Stored data:
==========
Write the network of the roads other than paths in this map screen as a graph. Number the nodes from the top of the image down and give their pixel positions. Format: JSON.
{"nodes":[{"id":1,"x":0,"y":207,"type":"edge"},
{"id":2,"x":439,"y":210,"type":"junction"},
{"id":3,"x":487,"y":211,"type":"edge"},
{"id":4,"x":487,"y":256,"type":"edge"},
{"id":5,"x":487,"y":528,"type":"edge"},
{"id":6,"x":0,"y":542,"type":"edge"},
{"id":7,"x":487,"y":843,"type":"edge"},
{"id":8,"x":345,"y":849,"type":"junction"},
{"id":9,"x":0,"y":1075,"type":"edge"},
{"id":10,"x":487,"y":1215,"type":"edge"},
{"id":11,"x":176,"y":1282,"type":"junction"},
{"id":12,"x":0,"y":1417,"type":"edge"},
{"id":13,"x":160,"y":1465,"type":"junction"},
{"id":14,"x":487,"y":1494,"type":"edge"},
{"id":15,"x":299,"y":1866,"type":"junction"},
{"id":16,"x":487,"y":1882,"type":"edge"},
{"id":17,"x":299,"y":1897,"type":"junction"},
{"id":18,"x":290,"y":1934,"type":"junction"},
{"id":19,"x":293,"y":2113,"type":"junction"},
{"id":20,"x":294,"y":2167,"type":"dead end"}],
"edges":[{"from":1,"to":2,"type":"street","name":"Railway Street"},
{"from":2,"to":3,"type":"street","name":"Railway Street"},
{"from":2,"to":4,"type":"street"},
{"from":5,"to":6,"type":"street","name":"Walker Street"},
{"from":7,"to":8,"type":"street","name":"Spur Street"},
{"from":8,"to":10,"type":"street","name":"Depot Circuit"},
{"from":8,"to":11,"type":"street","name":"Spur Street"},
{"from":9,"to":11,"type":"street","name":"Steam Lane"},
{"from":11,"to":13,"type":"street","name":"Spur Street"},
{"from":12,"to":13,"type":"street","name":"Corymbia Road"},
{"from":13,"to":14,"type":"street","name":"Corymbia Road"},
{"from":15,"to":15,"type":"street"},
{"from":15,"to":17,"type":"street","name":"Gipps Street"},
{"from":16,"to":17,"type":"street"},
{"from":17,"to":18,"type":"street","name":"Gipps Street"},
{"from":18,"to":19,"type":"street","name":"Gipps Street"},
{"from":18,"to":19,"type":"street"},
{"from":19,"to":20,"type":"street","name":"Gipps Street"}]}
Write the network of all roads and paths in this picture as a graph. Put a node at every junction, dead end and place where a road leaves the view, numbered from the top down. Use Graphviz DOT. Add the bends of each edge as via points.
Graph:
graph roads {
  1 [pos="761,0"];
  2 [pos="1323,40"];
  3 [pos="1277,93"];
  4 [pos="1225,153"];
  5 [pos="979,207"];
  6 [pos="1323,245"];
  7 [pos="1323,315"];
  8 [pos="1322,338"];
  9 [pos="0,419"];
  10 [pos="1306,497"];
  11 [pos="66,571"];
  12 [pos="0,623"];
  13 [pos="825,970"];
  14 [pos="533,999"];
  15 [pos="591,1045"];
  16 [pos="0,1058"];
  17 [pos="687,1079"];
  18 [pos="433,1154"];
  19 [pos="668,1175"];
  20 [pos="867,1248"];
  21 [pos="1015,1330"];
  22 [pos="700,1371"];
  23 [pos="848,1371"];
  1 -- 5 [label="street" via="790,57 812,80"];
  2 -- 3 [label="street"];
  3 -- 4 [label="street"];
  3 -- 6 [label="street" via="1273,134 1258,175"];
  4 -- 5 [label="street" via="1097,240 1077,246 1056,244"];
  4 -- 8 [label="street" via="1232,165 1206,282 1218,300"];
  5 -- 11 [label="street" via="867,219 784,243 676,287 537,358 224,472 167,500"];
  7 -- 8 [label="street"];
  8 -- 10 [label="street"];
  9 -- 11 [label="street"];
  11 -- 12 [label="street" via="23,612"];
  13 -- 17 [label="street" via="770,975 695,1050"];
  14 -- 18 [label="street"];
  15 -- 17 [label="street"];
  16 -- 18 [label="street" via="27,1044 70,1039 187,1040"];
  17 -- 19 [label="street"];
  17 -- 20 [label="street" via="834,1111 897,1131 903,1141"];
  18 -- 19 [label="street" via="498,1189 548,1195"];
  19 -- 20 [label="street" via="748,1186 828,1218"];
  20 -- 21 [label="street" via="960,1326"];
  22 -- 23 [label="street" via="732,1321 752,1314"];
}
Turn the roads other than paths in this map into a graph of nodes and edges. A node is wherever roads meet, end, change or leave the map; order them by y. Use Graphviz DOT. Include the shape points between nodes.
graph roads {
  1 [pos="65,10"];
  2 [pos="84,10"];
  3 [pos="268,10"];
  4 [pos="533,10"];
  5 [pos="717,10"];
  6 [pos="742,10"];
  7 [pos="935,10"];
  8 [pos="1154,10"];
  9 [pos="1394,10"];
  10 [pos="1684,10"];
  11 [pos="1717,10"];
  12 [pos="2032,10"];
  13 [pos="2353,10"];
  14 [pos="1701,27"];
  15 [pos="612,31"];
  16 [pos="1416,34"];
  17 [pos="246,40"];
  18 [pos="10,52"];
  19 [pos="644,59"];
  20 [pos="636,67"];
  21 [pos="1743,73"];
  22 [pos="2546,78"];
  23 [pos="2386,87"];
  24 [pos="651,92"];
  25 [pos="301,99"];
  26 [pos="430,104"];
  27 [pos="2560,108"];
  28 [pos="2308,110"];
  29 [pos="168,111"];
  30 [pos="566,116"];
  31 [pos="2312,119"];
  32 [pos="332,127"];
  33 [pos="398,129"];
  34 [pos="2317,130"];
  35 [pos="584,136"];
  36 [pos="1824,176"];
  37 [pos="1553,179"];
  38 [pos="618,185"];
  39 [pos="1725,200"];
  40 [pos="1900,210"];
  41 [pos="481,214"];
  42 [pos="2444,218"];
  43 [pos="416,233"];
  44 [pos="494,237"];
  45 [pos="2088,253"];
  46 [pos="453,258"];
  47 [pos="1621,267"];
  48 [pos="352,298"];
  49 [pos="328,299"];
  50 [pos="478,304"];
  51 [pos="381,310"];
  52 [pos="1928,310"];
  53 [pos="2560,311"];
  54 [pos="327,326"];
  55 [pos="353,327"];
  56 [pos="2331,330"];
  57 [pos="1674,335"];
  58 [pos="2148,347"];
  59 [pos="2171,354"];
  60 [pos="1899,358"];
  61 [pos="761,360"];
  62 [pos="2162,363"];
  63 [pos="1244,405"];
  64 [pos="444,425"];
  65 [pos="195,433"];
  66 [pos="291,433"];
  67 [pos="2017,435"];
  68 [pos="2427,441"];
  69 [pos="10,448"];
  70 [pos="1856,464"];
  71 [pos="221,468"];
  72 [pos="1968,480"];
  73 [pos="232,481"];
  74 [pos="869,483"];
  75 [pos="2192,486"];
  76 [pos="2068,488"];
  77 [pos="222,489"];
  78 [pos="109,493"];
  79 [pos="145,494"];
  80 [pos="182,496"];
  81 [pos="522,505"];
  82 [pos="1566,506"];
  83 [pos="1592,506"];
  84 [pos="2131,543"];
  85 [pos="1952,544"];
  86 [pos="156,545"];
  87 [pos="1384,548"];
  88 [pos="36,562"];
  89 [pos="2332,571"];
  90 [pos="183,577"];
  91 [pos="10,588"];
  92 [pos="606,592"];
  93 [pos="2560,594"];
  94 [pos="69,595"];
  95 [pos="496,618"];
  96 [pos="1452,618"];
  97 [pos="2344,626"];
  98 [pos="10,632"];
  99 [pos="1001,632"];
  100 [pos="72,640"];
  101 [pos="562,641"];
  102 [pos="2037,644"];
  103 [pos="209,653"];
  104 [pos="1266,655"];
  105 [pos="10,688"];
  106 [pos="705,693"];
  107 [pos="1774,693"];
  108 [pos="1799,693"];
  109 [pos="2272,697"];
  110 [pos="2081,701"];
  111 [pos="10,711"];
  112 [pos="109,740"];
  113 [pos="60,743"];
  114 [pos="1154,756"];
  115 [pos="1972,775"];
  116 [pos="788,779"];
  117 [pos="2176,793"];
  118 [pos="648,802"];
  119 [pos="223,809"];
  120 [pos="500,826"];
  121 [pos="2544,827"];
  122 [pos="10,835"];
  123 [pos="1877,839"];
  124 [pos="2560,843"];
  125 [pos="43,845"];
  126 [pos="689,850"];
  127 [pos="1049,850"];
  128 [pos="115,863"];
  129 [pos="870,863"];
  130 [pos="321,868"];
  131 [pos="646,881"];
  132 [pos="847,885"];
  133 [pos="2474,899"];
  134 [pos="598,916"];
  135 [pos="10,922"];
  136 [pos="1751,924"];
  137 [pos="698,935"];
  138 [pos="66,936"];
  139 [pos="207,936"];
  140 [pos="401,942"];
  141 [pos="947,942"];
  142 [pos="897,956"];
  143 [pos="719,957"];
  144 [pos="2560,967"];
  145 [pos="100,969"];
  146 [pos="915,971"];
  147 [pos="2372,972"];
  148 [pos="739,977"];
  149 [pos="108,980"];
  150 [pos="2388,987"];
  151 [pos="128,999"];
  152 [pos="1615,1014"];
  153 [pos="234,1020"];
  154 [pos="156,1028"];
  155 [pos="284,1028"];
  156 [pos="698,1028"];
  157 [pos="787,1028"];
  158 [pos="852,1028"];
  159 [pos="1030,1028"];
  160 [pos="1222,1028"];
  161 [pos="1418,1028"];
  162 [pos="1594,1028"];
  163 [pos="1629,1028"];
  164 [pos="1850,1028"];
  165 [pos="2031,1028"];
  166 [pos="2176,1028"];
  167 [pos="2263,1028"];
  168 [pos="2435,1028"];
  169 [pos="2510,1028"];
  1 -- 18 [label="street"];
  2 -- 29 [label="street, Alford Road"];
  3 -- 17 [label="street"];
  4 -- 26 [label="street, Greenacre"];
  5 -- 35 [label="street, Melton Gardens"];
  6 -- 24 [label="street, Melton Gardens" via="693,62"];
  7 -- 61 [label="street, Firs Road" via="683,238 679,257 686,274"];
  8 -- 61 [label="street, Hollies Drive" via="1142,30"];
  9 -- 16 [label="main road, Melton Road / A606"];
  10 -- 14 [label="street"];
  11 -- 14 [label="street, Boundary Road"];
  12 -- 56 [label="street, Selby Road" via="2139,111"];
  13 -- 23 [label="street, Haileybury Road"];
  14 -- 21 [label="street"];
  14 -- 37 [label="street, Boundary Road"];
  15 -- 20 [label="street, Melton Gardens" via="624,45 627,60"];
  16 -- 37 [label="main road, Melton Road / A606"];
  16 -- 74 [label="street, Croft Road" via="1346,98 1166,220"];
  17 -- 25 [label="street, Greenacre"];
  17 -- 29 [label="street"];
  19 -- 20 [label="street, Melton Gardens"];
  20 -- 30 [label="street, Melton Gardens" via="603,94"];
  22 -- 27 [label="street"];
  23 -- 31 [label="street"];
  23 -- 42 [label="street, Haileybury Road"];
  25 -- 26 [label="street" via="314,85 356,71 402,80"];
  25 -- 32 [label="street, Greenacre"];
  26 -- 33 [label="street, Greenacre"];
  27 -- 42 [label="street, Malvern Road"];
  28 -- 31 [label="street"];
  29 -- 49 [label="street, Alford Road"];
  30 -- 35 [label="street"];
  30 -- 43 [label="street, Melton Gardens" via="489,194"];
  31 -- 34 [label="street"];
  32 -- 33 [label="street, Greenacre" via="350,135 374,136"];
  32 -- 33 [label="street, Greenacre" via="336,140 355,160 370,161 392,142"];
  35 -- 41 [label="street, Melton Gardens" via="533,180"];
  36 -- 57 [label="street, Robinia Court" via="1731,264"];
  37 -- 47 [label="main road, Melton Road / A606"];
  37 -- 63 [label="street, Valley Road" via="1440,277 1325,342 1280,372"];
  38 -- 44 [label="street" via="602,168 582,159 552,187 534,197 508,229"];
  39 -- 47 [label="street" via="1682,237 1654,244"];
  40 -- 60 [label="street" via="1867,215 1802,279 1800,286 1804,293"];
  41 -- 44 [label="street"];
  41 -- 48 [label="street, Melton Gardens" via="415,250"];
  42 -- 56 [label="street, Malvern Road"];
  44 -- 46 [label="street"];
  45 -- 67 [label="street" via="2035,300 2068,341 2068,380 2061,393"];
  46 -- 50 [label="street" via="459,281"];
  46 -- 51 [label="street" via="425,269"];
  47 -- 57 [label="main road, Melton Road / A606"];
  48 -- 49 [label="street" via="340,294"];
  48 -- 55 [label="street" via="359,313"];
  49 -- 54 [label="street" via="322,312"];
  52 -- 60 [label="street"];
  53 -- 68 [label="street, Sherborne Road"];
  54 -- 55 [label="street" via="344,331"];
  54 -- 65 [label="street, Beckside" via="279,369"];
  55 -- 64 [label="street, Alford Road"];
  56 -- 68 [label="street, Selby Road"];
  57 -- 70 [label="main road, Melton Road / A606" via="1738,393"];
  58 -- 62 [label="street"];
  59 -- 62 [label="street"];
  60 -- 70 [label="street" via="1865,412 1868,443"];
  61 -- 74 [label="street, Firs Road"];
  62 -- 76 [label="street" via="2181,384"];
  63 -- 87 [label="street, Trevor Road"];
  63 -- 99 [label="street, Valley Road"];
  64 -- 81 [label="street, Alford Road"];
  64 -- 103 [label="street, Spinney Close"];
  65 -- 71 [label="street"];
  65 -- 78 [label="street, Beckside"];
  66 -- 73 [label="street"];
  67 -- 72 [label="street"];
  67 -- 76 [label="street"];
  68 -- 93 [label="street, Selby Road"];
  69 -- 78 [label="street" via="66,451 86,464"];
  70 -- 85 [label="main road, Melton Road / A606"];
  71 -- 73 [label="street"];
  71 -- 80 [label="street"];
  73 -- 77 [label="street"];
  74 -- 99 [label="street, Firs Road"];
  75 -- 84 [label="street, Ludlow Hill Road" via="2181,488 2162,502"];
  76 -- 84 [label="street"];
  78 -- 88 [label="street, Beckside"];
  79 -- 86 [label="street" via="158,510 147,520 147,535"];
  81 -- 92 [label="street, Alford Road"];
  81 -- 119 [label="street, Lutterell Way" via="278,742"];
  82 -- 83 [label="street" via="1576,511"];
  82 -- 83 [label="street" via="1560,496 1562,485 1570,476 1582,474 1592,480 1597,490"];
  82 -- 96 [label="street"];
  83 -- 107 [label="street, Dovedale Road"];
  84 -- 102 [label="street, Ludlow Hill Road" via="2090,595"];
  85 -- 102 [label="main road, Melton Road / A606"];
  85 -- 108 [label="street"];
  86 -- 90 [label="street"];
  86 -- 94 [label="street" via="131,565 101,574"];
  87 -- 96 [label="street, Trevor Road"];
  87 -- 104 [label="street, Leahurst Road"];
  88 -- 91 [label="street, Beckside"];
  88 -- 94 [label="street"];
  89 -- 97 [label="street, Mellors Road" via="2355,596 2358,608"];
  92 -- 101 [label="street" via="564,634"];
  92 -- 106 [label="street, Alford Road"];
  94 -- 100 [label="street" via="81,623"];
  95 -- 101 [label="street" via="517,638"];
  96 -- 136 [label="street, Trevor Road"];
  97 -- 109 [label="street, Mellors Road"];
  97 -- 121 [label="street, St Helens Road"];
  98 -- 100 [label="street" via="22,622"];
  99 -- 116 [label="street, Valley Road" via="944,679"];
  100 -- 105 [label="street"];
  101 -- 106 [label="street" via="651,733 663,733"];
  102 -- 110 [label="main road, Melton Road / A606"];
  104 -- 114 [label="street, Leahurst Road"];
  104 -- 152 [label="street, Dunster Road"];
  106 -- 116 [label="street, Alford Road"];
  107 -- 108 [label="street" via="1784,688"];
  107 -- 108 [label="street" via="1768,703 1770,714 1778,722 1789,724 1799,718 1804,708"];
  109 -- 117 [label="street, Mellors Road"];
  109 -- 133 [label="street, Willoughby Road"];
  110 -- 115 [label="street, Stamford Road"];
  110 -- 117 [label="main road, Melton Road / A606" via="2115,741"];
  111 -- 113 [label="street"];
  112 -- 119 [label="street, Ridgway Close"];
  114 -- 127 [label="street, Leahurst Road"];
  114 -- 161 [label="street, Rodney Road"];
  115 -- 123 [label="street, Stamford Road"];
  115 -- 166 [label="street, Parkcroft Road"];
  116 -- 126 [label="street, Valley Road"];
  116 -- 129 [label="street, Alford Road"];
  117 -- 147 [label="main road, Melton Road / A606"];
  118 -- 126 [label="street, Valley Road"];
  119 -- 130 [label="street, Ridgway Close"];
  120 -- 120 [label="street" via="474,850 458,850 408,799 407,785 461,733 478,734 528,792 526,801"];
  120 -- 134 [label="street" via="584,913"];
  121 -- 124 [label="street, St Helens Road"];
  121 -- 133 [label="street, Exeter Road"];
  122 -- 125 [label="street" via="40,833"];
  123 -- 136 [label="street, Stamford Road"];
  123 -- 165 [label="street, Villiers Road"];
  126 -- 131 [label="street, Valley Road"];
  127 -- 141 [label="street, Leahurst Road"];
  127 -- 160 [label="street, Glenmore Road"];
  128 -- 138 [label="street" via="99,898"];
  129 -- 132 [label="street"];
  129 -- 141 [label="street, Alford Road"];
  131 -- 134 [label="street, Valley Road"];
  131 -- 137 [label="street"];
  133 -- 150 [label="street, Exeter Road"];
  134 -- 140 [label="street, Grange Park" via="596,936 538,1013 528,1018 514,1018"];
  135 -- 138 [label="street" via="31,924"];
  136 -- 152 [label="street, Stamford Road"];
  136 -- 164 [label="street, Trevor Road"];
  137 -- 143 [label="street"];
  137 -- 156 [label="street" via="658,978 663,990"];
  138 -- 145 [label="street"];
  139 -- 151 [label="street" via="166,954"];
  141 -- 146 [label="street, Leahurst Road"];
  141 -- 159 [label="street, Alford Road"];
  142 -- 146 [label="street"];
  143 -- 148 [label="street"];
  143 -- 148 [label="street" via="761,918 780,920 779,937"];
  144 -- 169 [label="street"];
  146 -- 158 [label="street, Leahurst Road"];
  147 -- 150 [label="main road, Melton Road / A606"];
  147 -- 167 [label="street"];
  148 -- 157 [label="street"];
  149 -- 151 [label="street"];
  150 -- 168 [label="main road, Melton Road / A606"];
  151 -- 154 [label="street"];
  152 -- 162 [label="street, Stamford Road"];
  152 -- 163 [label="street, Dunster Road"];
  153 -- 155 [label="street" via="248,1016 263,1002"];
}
==========
WHAT YOU NEED TO DO
From the records above, return each line that includes "Ridgway".

YOUR RESPONSE
  112 -- 119 [label="street, Ridgway Close"];
  119 -- 130 [label="street, Ridgway Close"];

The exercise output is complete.